In the entries below, find the line with "Write the network" and the line with "Extract the road". Reproduce those two lines and every line between them exactly, and nothing more.

(Stored items)
============================================================
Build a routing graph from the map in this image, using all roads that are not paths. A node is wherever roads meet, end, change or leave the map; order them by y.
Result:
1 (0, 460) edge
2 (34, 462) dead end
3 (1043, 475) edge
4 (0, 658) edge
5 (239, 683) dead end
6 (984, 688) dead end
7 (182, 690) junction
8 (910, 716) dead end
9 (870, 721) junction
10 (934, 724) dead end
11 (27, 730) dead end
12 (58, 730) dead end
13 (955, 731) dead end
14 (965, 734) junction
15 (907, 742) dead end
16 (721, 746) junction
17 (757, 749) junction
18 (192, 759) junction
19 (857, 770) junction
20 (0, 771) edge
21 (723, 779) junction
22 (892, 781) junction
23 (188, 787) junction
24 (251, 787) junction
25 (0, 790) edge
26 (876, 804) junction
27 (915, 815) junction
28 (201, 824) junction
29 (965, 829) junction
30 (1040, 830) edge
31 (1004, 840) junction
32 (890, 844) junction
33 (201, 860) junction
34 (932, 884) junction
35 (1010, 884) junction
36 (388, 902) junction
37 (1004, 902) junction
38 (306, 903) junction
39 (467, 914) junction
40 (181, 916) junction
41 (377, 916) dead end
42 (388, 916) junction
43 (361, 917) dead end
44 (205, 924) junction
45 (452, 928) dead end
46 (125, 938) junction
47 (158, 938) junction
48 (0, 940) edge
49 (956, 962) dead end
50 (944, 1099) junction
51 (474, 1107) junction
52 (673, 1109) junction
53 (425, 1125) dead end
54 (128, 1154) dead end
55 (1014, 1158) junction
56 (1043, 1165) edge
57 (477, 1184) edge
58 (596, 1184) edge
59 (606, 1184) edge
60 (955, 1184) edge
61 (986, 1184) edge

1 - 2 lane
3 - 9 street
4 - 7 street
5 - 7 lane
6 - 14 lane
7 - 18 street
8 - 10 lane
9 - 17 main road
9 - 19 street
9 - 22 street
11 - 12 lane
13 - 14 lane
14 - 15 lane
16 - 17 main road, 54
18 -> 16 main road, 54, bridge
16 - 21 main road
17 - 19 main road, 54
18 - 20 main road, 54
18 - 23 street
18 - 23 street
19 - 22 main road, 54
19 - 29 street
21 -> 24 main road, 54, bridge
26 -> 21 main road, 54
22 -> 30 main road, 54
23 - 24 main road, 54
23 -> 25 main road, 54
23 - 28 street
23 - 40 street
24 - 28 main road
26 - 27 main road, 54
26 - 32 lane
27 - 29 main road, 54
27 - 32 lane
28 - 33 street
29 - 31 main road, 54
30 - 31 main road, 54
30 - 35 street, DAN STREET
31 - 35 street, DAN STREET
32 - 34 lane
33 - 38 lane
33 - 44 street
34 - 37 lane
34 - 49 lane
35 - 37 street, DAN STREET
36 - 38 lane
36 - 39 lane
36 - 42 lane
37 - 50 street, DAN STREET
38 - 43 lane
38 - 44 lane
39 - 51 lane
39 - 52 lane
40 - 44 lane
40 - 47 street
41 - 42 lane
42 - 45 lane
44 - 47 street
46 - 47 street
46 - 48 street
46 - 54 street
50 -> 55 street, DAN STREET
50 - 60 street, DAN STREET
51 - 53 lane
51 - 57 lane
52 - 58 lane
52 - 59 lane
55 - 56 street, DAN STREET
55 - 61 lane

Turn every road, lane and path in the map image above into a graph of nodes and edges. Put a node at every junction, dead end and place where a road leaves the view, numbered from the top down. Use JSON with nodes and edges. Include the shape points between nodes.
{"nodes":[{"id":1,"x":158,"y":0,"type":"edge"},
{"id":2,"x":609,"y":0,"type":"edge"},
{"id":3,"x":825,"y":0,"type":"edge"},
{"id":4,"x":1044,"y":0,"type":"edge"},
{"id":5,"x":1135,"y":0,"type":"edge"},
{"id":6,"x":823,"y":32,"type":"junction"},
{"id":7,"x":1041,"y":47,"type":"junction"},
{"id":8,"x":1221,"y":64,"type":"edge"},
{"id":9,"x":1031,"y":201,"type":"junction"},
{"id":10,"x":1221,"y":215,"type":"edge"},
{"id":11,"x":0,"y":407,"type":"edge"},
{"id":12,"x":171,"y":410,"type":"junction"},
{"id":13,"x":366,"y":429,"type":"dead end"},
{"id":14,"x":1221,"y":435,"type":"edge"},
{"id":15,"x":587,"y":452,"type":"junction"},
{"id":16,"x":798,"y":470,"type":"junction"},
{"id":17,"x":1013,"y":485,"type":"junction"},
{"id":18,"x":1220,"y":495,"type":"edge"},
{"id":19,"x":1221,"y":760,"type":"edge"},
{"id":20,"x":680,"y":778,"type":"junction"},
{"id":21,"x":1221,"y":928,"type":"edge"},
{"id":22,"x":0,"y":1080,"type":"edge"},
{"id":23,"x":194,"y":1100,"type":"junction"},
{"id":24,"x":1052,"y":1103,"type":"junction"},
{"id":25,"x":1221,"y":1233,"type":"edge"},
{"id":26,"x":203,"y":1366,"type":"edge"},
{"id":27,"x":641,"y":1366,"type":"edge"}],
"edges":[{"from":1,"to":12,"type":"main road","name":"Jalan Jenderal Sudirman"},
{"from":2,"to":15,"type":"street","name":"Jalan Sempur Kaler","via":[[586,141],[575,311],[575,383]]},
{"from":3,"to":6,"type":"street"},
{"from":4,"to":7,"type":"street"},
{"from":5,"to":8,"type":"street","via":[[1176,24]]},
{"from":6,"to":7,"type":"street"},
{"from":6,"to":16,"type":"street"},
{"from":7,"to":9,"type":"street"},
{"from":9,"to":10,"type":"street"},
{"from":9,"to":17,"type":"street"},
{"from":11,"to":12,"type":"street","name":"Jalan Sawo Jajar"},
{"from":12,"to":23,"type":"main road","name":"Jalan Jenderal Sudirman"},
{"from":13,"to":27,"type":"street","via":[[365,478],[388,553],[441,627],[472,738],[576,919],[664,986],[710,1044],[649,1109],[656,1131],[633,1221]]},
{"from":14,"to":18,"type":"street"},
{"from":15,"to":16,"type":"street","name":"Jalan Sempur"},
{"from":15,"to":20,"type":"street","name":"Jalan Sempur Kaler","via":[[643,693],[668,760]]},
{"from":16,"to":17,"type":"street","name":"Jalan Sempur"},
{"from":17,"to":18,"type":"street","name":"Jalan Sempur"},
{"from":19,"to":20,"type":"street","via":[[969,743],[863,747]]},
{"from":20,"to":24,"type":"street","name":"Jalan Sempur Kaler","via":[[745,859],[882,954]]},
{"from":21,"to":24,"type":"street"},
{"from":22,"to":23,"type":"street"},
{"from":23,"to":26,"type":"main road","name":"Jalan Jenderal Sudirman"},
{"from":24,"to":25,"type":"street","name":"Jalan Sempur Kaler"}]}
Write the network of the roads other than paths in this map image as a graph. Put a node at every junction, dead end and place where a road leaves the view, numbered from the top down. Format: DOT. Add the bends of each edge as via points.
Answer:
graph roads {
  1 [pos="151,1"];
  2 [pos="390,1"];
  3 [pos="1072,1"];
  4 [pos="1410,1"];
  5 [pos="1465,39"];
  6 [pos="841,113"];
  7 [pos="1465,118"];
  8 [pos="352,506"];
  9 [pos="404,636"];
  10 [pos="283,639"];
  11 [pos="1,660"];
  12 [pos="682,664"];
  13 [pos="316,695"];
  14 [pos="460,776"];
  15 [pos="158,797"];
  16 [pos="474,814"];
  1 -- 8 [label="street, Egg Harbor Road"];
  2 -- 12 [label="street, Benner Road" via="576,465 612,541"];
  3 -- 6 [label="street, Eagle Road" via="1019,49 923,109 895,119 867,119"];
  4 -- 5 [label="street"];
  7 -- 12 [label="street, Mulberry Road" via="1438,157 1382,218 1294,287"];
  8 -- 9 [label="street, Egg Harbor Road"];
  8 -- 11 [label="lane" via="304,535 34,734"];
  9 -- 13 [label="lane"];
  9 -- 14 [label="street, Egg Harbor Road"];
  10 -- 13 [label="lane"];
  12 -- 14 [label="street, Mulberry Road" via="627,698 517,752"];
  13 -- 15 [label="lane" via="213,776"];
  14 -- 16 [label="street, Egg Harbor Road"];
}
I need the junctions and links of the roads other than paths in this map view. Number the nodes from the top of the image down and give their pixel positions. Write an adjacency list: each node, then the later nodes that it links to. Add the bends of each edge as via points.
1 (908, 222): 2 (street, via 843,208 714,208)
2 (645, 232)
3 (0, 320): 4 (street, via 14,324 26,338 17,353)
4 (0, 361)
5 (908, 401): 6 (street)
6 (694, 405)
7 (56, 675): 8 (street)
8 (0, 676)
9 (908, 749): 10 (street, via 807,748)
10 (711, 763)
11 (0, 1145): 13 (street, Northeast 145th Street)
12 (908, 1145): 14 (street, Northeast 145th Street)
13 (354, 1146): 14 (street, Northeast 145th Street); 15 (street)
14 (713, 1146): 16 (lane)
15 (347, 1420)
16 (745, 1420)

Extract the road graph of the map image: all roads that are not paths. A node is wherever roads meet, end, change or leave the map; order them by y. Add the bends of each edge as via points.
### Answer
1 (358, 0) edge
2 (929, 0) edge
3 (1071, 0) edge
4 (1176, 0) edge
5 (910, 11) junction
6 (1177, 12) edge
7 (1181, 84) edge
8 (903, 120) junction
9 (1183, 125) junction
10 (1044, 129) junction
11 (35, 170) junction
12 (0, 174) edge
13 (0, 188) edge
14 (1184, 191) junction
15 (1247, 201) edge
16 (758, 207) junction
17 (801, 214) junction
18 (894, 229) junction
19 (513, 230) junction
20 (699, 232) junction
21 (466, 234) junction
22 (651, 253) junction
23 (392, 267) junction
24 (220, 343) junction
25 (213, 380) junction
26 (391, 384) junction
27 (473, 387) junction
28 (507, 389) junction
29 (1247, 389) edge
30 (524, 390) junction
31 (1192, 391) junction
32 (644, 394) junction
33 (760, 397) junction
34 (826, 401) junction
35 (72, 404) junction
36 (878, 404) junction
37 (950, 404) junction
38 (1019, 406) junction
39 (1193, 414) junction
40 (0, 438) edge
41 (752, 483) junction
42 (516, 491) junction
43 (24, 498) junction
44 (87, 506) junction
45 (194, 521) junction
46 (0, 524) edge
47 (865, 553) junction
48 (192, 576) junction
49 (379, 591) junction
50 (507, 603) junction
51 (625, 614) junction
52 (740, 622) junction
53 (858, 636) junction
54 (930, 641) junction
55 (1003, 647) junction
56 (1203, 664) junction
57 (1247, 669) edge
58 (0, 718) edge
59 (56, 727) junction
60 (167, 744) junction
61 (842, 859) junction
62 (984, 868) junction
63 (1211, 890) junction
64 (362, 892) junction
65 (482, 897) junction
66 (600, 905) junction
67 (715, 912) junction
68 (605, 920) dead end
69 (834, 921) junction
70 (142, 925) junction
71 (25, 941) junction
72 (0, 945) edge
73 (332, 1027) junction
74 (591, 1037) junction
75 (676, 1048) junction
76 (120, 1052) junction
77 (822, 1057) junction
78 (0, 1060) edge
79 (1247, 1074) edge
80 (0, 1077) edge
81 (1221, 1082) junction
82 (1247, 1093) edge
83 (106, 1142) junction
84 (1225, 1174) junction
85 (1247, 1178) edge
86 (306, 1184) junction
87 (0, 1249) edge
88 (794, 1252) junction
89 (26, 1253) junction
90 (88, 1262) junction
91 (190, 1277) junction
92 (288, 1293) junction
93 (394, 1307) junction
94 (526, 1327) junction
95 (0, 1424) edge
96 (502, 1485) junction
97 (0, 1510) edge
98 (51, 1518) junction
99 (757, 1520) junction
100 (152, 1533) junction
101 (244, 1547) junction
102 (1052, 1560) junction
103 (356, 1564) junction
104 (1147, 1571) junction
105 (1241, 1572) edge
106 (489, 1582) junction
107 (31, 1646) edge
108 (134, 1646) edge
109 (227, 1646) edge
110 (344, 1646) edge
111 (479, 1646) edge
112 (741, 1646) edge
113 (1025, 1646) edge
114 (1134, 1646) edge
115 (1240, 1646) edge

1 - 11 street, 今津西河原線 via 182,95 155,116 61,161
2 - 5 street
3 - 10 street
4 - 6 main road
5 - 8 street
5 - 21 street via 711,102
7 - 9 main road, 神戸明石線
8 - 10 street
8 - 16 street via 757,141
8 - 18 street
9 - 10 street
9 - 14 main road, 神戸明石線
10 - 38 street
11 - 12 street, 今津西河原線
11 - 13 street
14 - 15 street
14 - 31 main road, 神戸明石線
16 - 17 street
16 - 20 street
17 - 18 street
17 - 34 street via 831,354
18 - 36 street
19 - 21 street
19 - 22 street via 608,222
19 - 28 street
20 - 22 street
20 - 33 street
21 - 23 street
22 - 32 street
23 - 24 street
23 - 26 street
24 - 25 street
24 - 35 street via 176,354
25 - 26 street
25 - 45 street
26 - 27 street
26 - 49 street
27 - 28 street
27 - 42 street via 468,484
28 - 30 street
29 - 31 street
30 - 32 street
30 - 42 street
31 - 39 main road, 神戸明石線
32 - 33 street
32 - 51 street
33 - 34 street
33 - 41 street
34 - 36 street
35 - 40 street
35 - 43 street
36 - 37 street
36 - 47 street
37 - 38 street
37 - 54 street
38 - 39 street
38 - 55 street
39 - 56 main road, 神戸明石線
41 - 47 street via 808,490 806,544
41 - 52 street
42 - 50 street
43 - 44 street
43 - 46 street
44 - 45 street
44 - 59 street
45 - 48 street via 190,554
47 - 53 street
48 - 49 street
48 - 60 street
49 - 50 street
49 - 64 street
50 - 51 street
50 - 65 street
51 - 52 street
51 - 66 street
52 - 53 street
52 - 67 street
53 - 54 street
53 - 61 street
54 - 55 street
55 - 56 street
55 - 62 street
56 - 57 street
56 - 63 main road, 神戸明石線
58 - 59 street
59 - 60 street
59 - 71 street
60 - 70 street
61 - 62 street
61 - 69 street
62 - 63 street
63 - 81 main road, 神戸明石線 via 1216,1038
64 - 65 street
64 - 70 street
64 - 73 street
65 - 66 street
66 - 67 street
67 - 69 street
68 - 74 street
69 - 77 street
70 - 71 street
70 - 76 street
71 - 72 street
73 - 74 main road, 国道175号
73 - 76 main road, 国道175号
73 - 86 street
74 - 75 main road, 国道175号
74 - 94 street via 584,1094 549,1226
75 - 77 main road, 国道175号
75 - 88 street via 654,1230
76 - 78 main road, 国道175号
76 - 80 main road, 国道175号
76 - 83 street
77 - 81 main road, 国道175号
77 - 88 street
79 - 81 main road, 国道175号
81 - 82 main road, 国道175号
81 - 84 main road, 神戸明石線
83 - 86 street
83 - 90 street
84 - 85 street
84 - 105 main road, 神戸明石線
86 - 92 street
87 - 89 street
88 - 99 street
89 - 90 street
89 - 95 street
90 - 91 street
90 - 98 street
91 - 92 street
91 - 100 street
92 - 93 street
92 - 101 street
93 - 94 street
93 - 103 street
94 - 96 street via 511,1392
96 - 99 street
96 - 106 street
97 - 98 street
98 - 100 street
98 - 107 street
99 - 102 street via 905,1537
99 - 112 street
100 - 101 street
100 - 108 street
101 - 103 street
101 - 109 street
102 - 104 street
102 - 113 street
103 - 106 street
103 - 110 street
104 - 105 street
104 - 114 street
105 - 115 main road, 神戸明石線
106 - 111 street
============================================================
— OUTPUT FOR THIS TASK —
Write the network of the roads other than paths in this map image as a graph. Put a node at every junction, dead end and place where a road leaves the view, numbered from the top down. Format: DOT. Add the bends of each edge as via points.
Answer:
graph roads {
  1 [pos="151,1"];
  2 [pos="390,1"];
  3 [pos="1072,1"];
  4 [pos="1410,1"];
  5 [pos="1465,39"];
  6 [pos="841,113"];
  7 [pos="1465,118"];
  8 [pos="352,506"];
  9 [pos="404,636"];
  10 [pos="283,639"];
  11 [pos="1,660"];
  12 [pos="682,664"];
  13 [pos="316,695"];
  14 [pos="460,776"];
  15 [pos="158,797"];
  16 [pos="474,814"];
  1 -- 8 [label="street, Egg Harbor Road"];
  2 -- 12 [label="street, Benner Road" via="576,465 612,541"];
  3 -- 6 [label="street, Eagle Road" via="1019,49 923,109 895,119 867,119"];
  4 -- 5 [label="street"];
  7 -- 12 [label="street, Mulberry Road" via="1438,157 1382,218 1294,287"];
  8 -- 9 [label="street, Egg Harbor Road"];
  8 -- 11 [label="lane" via="304,535 34,734"];
  9 -- 13 [label="lane"];
  9 -- 14 [label="street, Egg Harbor Road"];
  10 -- 13 [label="lane"];
  12 -- 14 [label="street, Mulberry Road" via="627,698 517,752"];
  13 -- 15 [label="lane" via="213,776"];
  14 -- 16 [label="street, Egg Harbor Road"];
}
I need the junctions and links of the roads other than paths in this map view. Number the nodes from the top of the image down and give their pixel positions. Write an adjacency list: each node, then the later nodes that it links to. Add the bends of each edge as via points.
1 (908, 222): 2 (street, via 843,208 714,208)
2 (645, 232)
3 (0, 320): 4 (street, via 14,324 26,338 17,353)
4 (0, 361)
5 (908, 401): 6 (street)
6 (694, 405)
7 (56, 675): 8 (street)
8 (0, 676)
9 (908, 749): 10 (street, via 807,748)
10 (711, 763)
11 (0, 1145): 13 (street, Northeast 145th Street)
12 (908, 1145): 14 (street, Northeast 145th Street)
13 (354, 1146): 14 (street, Northeast 145th Street); 15 (street)
14 (713, 1146): 16 (lane)
15 (347, 1420)
16 (745, 1420)

Extract the road graph of the map image: all roads that are not paths. A node is wherever roads meet, end, change or leave the map; order them by y. Add the bends of each edge as via points.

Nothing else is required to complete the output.